1315 – 1515 – 1815 – 1915
Trois événements apparaissent comme des jalons décisifs pour l'indépendance et la neutralité
de la Suisse, ainsi que pour notre identité en tant qu’Etat souverain: la bataille de Morgarten,
celle de Marignan et le Congrès de Vienne. Il y aurait également 515, date de fondation de
l’abbaye de Saint-Maurice, la plus ancienne constamment occupée…
L'histoire de nos origines nationales baigne à tel point dans l'épopée, elle fut tant de fois
empruntée par le sublime pompier des discours de cantine, qu'on sent sa plume répugner à
reprendre un sujet si usé! Mais la fatalité des années 15 nous invite. Elles partagent en effet
curieusement les volets de ce triptyque. 1315-1515, de Morgarten à Marignan, deux cents ans
de rudes batailles pour acquérir son droit à l'indépendance. 1515-1815 de Marignan au traité
de Vienne, trois siècles de contradictions, religieuses et politiques, pour trouver une
cohérence. 1815-2015, deux cents ans de neutralité affirmée et armée, pour assurer une
existence au sein de nouvelles dimensions du monde.
1315 - La réalité de la bataille de Morgarten
Le 15 novembre 1315 au défilé de Morgarten, un événement inattendu, mais important, se
produit. Débarrassons l'histoire de cette avalanche de pierres que peintres et poètes trop
romantiques ont imaginé comme lâchées du ciel par quelque dieu mythologique, et jetons un
œil critique, voire sceptique, sur cette étrange aventure de la plus brillante chevalerie anéantie
par une poignée de pâtres qui doivent vendre leurs produits et s’approvisionner à Lucerne et à
Zurich. Ces deux centres se trouvent aux mains de leurs ennemis qui les ont fermés. Les
pâtres répliquent en fermant le Gothard et, comme ils voient qu'on va en venir aux armes, ils
construisent sur tous les chemins qui mènent chez eux les fameux letzi, ces murs de 3-4
mètres de hauteur qui barrent le passage pour les chevaux, là où les forêts ou les rochers ne
les interdisent pas naturellement. Tout cela relève d'une politique militaire avisée… Les
Waldstaetten profitent de ce que l'élection de l’empereur Louis de Bavière est contestée par
les Habsbourg.

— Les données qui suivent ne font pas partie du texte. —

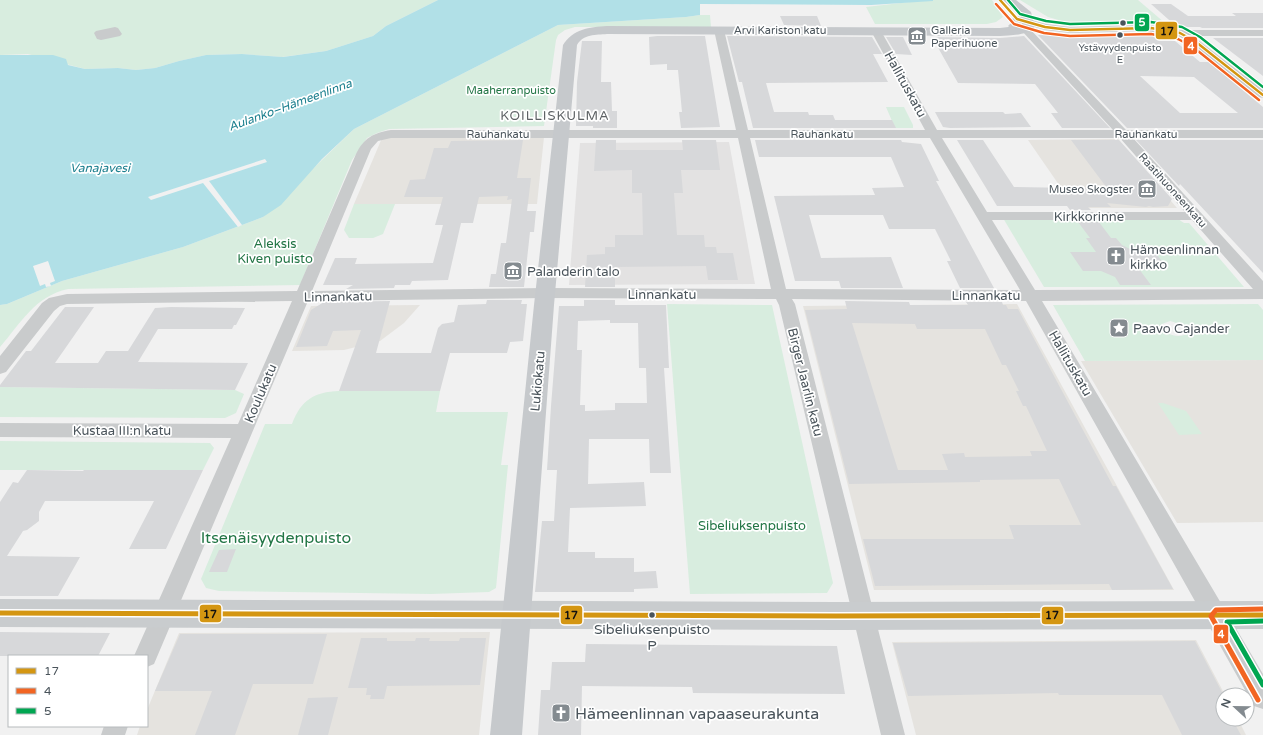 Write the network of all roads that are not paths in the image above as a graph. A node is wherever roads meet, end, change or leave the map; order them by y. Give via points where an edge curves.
1 (1006, 1) edge
2 (1022, 23) junction
3 (719, 30) junction
4 (876, 30) junction
5 (1180, 33) junction
6 (1263, 33) edge
7 (581, 34) joint
8 (1263, 95) edge
9 (562, 134) junction
10 (742, 134) junction
11 (934, 134) junction
12 (1124, 134) junction
13 (1263, 134) edge
14 (380, 135) joint
15 (982, 216) junction
16 (1196, 216) junction
17 (545, 293) junction
18 (1263, 293) edge
19 (780, 294) junction
20 (1032, 295) junction
21 (302, 297) junction
22 (0, 368) edge
23 (0, 430) edge
24 (244, 431) junction
25 (0, 613) edge
26 (164, 613) junction
27 (517, 615) junction
28 (864, 616) junction
29 (1217, 616) junction
30 (1263, 616) edge
31 (146, 655) edge
32 (1263, 697) edge
33 (506, 735) edge
34 (893, 735) edge

1 - 2 main road
2 - 4 main road, Arvi Kariston katu via 1010,32
2 - 5 street, Arvi Kariston katu via 1070,30 1151,28
2 - 12 street, Raatihuoneenkatu
3 - 4 main road, Arvi Kariston katu
3 - 7 main road, Arvi Kariston katu via 607,30
3 - 10 street, Birger Jaarlin katu
4 - 11 street, Hallituskatu
5 - 6 street, Arvi Kariston katu
5 - 8 street via 1196,42
7 - 9 main road, Lukiokatu via 572,40 570,45
9 - 10 street, Rauhankatu
9 - 14 street, Rauhankatu
9 - 17 main road, Lukiokatu
10 - 11 street, Rauhankatu
10 - 19 street, Birger Jaarlin katu
11 - 12 street, Rauhankatu
11 - 15 street, Hallituskatu
12 - 13 street, Rauhankatu
12 - 16 street, Raatihuoneenkatu
14 - 21 street, Koulukatu via 366,144
15 - 16 street, Kirkkorinne
15 - 20 street, Hallituskatu
16 - 18 street, Raatihuoneenkatu
17 - 19 street, Linnankatu
17 - 21 street, Linnankatu
17 - 27 main road, Lukiokatu
18 - 20 street, Linnankatu
19 - 20 street, Linnankatu
19 - 28 street, Birger Jaarlin katu via 786,304
20 - 29 street, Hallituskatu
21 - 22 street, Linnankatu via 61,300 48,308
21 - 24 street, Koulukatu
23 - 24 street, Kustaa III:n katu
24 - 26 street, Koulukatu
25 - 26 street
26 - 27 street
26 - 31 street, Koulukatu
27 - 28 street
27 - 33 main road, Lukiokatu
28 - 29 street
28 - 34 street, Birger Jaarlin katu
29 - 30 street
29 - 32 street, Hallituskatu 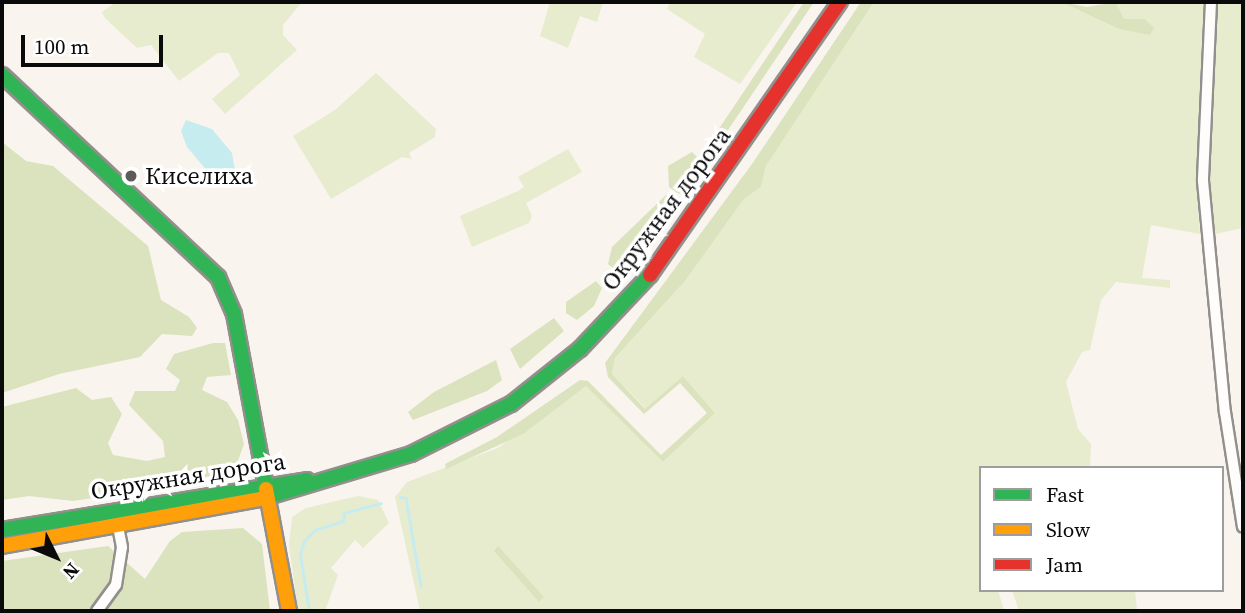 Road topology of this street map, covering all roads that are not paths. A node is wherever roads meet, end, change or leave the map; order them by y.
1 (840, 2) edge
2 (1210, 2) edge
3 (2, 75) edge
4 (267, 493) junction
5 (118, 526) junction
6 (1243, 527) edge
7 (2, 530) edge
8 (2, 546) edge
9 (97, 611) edge
10 (289, 611) edge

1 - 4 main road, Окружная дорога
2 - 6 street
3 - 4 main road
4 - 5 main road, Окружная дорога
4 - 7 main road, Окружная дорога
4 - 10 main road
5 - 8 main road, Окружная дорога
5 - 9 street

Ils prennent fait et cause pour le Bavarois qui renouvelle et étend la
reconnaissance de leurs privilèges et de l’immédiateté impériale.
On va de toute évidence vers la guerre et les Schwytzois ne font rien pour l'éviter. Ils
revendiquent des droits contre l'abbaye d'Einsiedeln dont les Habsbourg sont avoués et
bénéficiaires. Leurs prétentions sont discutables, ce qui ne les empêche pas de descendre en
1314, le soir des Rois, mettre à sac la vénérable abbaye. Une véritable provocation!
Le duc Léopold ne reste pas inactif: il prépare une expédition. Accordant des faveurs, il
rassemble à Zoug environ 2000 chevaliers, toute la fleur de la noblesse de l'époque, qui espère
une guerre fraîche et joyeuse. Cette expédition punitive promet un fameux pillage: on
s'est abondamment pourvu de cordes pour emporter le bétail. L’armée compte dix hommes
de pied par lance, c'est considérable pour l'époque. Le plan du duc, vite établi, vise à attaquer
Schwytz avec le gros des forces en utilisant le seul passage non encore fortifié et barré par un
letzi, celui de Morgarten. Une trahison permet aux Waldstaetten de le connaître. Ils semblent
avoir un service de renseignement bien organisé.Quoi qu’il en soit, ils ne sont pas surpris et se
massent dans les forêts qui dominent le défilé. Les chevaliers du duc, mésestimant leurs
adversaires, s’engagent tête baissée dans le terrain le plus défavorable pour la cavalerie. Ils
sont faits comme rats entre des pentes abruptes, des forêts, un marécage et un lac.